Spontaneous formation of density waves in granular matter under swirling excitation
Song-Chuan Zhao, Thorsten P\"oschel

TL;DR
This paper investigates how granular materials spontaneously form density waves under horizontal swirling excitation, revealing a threshold-driven clustering process influenced by local density-dependent grain velocity.
Contribution
It introduces a phenomenological model explaining the density wave formation and validates it with discrete element method simulations, highlighting the role of local density-dependent grain velocity.
Findings
Density waves form beyond a certain oscillation amplitude.
The dense regions travel faster than the driving frequency.

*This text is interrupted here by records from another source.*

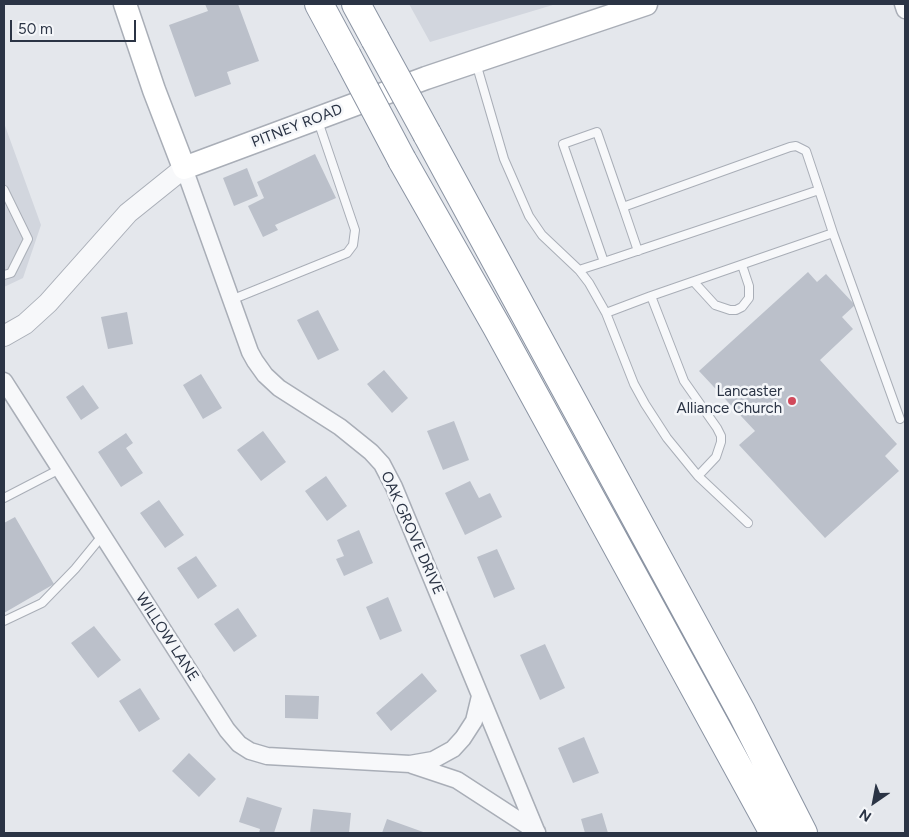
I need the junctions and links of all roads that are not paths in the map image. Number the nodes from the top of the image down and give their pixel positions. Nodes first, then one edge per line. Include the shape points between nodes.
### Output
1 (125, 4) edge
2 (319, 4) edge
3 (356, 4) edge
4 (646, 4) edge
5 (903, 4) edge
6 (905, 10) edge
7 (475, 61) junction
8 (317, 118) junction
9 (184, 168) junction
10 (4, 190) edge
11 (819, 190) junction
12 (623, 208) junction
13 (834, 233) junction
14 (638, 251) junction
15 (604, 262) junction
16 (742, 265) junction
17 (579, 270) junction
18 (4, 275) edge
19 (694, 282) junction
20 (651, 296) junction
21 (231, 300) junction
22 (606, 313) junction
23 (4, 336) edge
24 (4, 381) edge
25 (900, 419) dead end
26 (60, 469) junction
27 (698, 476) junction
28 (4, 498) edge
29 (748, 523) dead end
30 (102, 536) junction
31 (672, 583) junction
32 (4, 620) edge
33 (480, 696) junction
34 (410, 764) junction
35 (537, 832) edge
36 (774, 833) edge
37 (803, 833) edge
38 (823, 833) edge

1 - 9 main road
2 - 36 highway, bridge
3 - 31 highway, bridge
4 - 7 main road, PITNEY ROAD
5 - 6 street
7 - 8 main road, PITNEY ROAD
7 - 17 lane via 504,159 529,216 542,235
8 - 9 main road, PITNEY ROAD
8 - 21 lane via 355,230 353,245 347,252
9 - 21 street, OAK GROVE DRIVE
9 - 23 street, PITNEY ROAD via 128,213 48,303 25,324
10 - 18 lane via 28,239 12,272
11 - 12 lane via 806,151 796,146
11 - 13 lane
11 - 14 lane
12 - 14 lane
12 - 15 lane via 597,132 563,144
13 - 16 lane
13 - 25 lane
14 - 15 lane
15 - 17 lane
16 - 19 lane
16 - 19 lane via 749,298 736,310 715,304
17 - 22 lane
19 - 20 lane
20 - 22 lane
20 - 27 lane via 684,381 721,436 716,457
21 - 33 street, OAK GROVE DRIVE via 250,352 265,375 279,388 340,427 382,464
22 - 27 lane via 645,404
24 - 26 street, WILLOW LANE
26 - 28 lane
26 - 30 street, WILLOW LANE
27 - 29 lane
30 - 32 lane via 42,603
30 - 34 street, WILLOW LANE via 239,744 267,756
31 - 37 highway
31 - 38 highway
33 - 34 street, WILLOW LANE via 474,721 453,749 432,760
33 - 35 street, OAK GROVE DRIVE
34 - 35 street, WILLOW LANE via 457,780

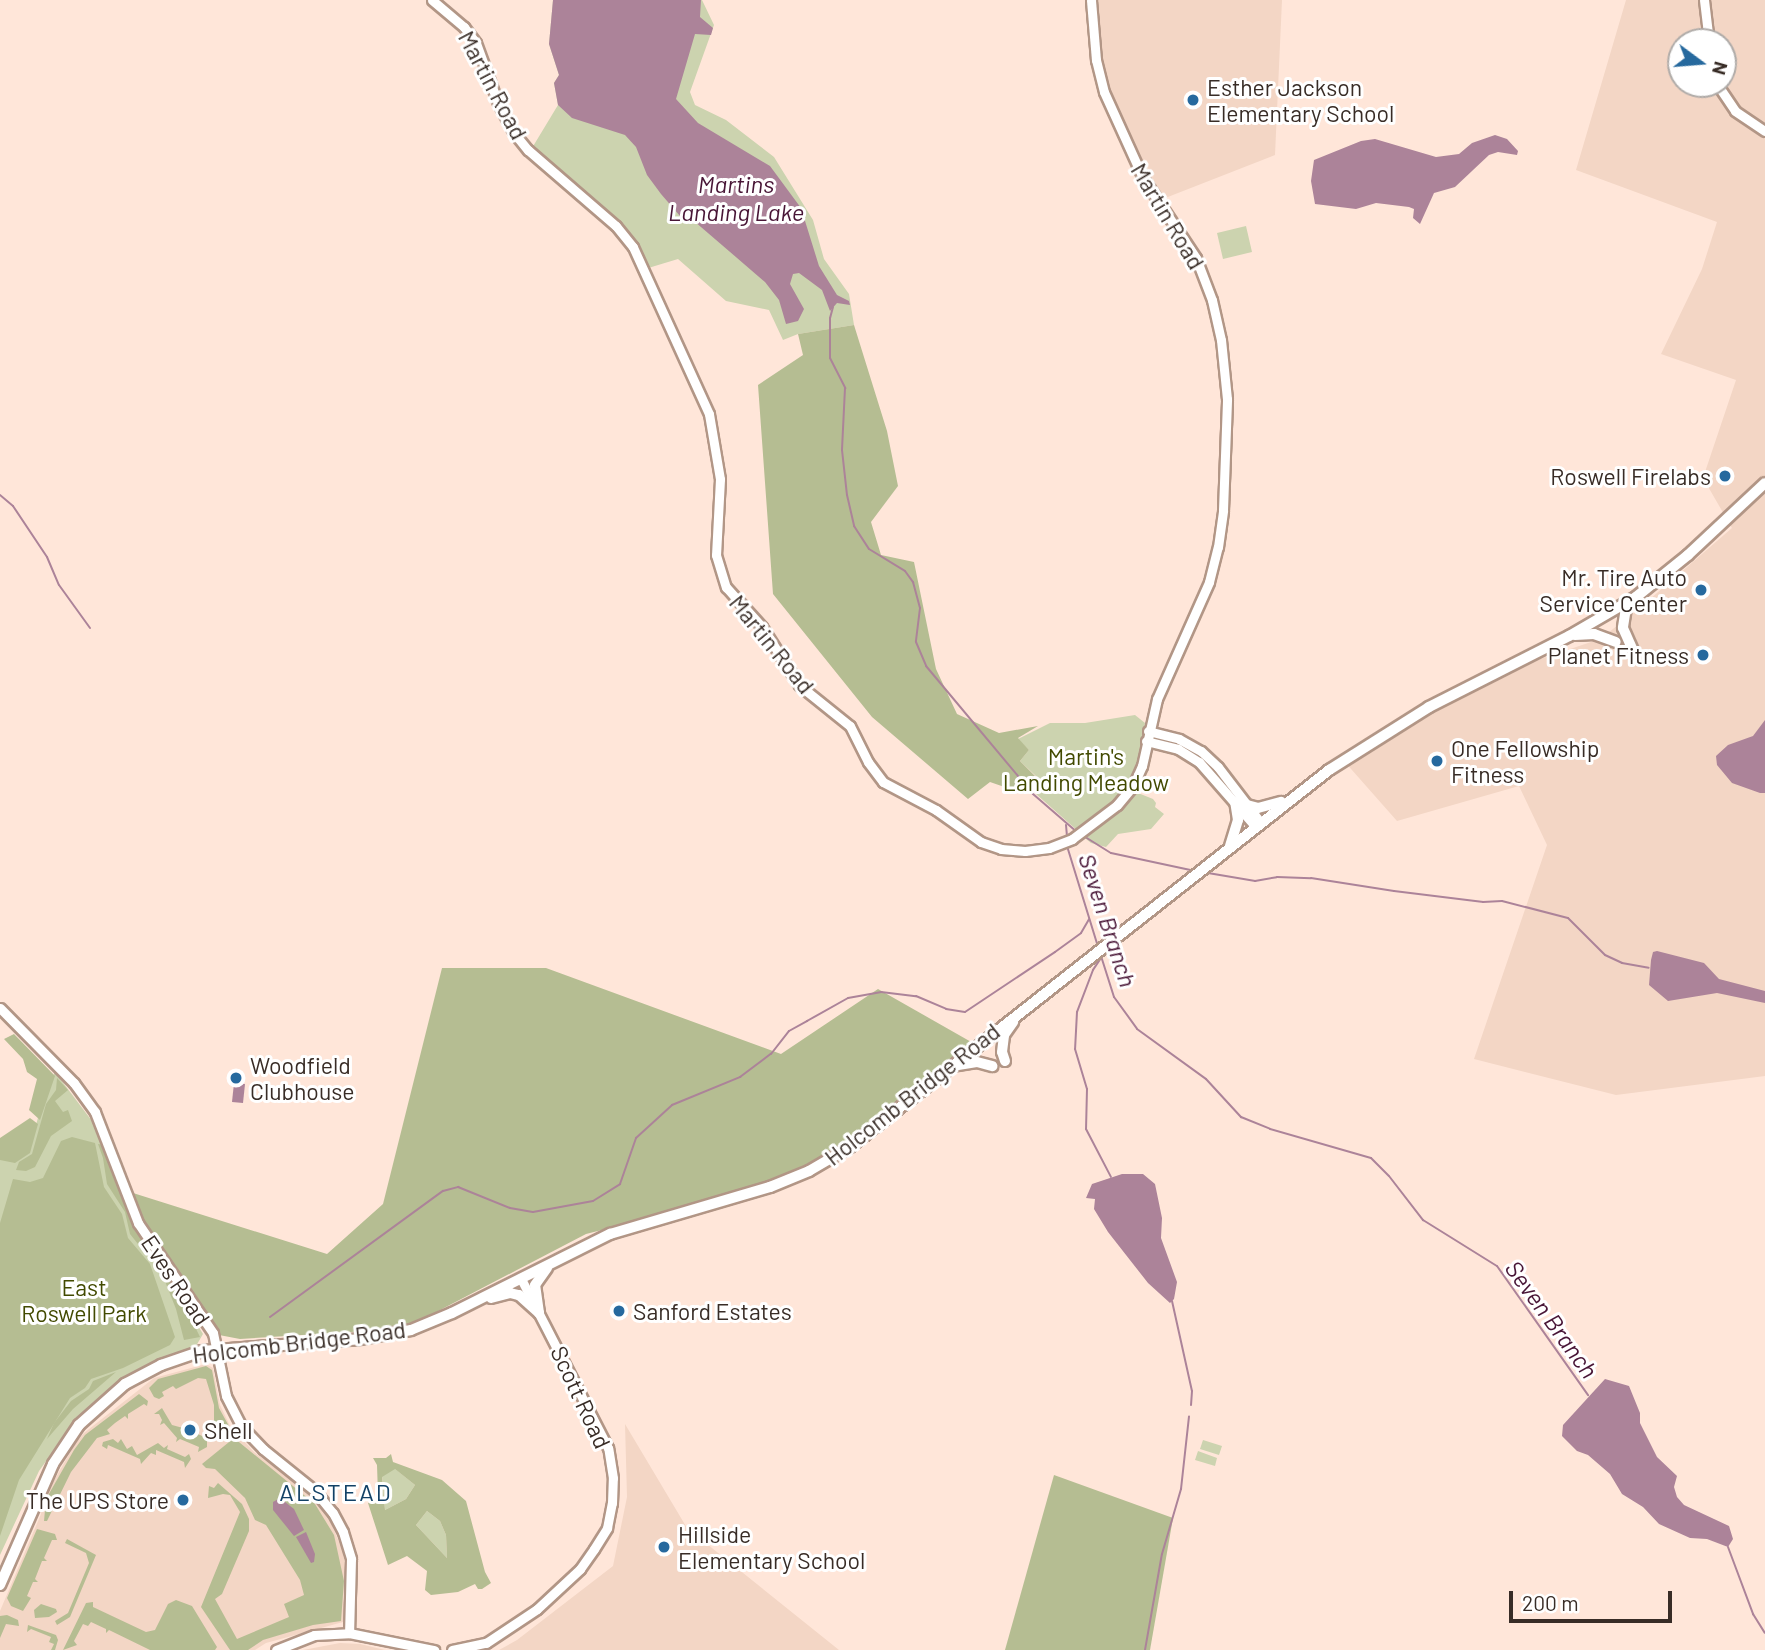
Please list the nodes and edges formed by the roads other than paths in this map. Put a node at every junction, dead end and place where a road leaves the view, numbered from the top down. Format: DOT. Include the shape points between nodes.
graph roads {
  1 [pos="432,0"];
  2 [pos="1091,0"];
  3 [pos="1704,0"];
  4 [pos="1707,28"];
  5 [pos="1726,98"];
  6 [pos="1765,131"];
  7 [pos="1765,483"];
  8 [pos="1636,597"];
  9 [pos="1569,636"];
  10 [pos="1616,642"];
  11 [pos="1634,653"];
  12 [pos="1147,736"];
  13 [pos="1290,799"];
  14 [pos="1235,802"];
  15 [pos="1247,805"];
  16 [pos="1258,824"];
  17 [pos="1230,846"];
  18 [pos="0,1008"];
  19 [pos="1021,1011"];
  20 [pos="1005,1060"];
  21 [pos="992,1066"];
  22 [pos="950,1067"];
  23 [pos="553,1262"];
  24 [pos="521,1279"];
  25 [pos="482,1298"];
  26 [pos="539,1313"];
  27 [pos="218,1351"];
  28 [pos="0,1585"];
  29 [pos="349,1633"];
  30 [pos="276,1650"];
  31 [pos="434,1650"];
  32 [pos="452,1650"];
  1 -- 12 [label="street, Martin Road" via="476,43 514,133 633,247 702,394 714,433 720,479 716,555 722,579 762,627 799,685 850,726 883,782 936,810 981,842 1001,849 1037,851 1072,839 1126,796 1138,776"];
  2 -- 12 [label="street, Martin Road" via="1104,92 1143,178 1203,272 1225,369 1224,487 1218,547 1203,598 1157,699"];
  3 -- 4 [label="street"];
  5 -- 6 [label="street" via="1735,111"];
  7 -- 8 [label="main road, Holcomb Bridge Road"];
  8 -- 9 [label="main road, Holcomb Bridge Road"];
  8 -- 11 [label="main road" via="1626,608 1623,628"];
  9 -- 10 [label="main road" via="1594,634"];
  9 -- 13 [label="main road, Holcomb Bridge Road" via="1412,717"];
  12 -- 14 [label="street" via="1189,755"];
  12 -- 15 [label="street" via="1179,739 1201,751"];
  13 -- 15 [label="main road" via="1262,808"];
  13 -- 16 [label="main road, Holcomb Bridge Road"];
  14 -- 16 [label="street"];
  14 -- 17 [label="main road" via="1238,820"];
  15 -- 16 [label="street"];
  16 -- 17 [label="main road, Holcomb Bridge Road"];
  17 -- 19 [label="main road, Holcomb Bridge Road"];
  18 -- 27 [label="street, Eves Road" via="74,1083 95,1112 138,1223 206,1322"];
  19 -- 20 [label="main road" via="1004,1035"];
  19 -- 22 [label="main road, Holcomb Bridge Road"];
  21 -- 22 [label="main road" via="976,1062"];
  22 -- 23 [label="main road, Holcomb Bridge Road" via="850,1147 809,1171 770,1187 634,1226"];
  23 -- 24 [label="main road, Holcomb Bridge Road"];
  23 -- 26 [label="main road" via="535,1285"];
  24 -- 25 [label="main road, Holcomb Bridge Road"];
  24 -- 26 [label="street, Scott Road"];
  25 -- 26 [label="main road" via="519,1295"];
  25 -- 27 [label="main road, Holcomb Bridge Road" via="434,1322 388,1335"];
  26 -- 32 [label="street, Scott Road" via="608,1448 613,1478 607,1528 580,1569 537,1609 485,1643"];
  27 -- 28 [label="main road, Holcomb Bridge Road" via="180,1357 143,1374 108,1396 79,1425 46,1477"];
  27 -- 29 [label="street, Eves Road" via="226,1396 241,1426 315,1491 343,1532 351,1559"];
  29 -- 30 [label="street" via="314,1636"];
  29 -- 31 [label="street"];
}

The transition amplitude depends non-monotonically on global density.
Abstract
We study here the spontaneous clustering of a submonolayer of grains under horizontal circular shaking. The clustering of grains occurs when increasing the oscillation amplitude beyond a threshold. The dense area travels in a circular fashion at the driving frequency, even exceeds the speed of driving. It turns out that the observed clustering is due to the formation of density wave. The analysis of a phenomenological model shows that the instability of the uniform density profile arises by increasing the oscillation amplitude and captures the non-monotonic dependence of the transition amplitude of the clustering on the global density of the system. Here, the key ingredient is that the velocity of individual grains increases with the local density. The interplay of dissipative particle-particle interaction and the frictional driving of the substrate results into this dependence, which…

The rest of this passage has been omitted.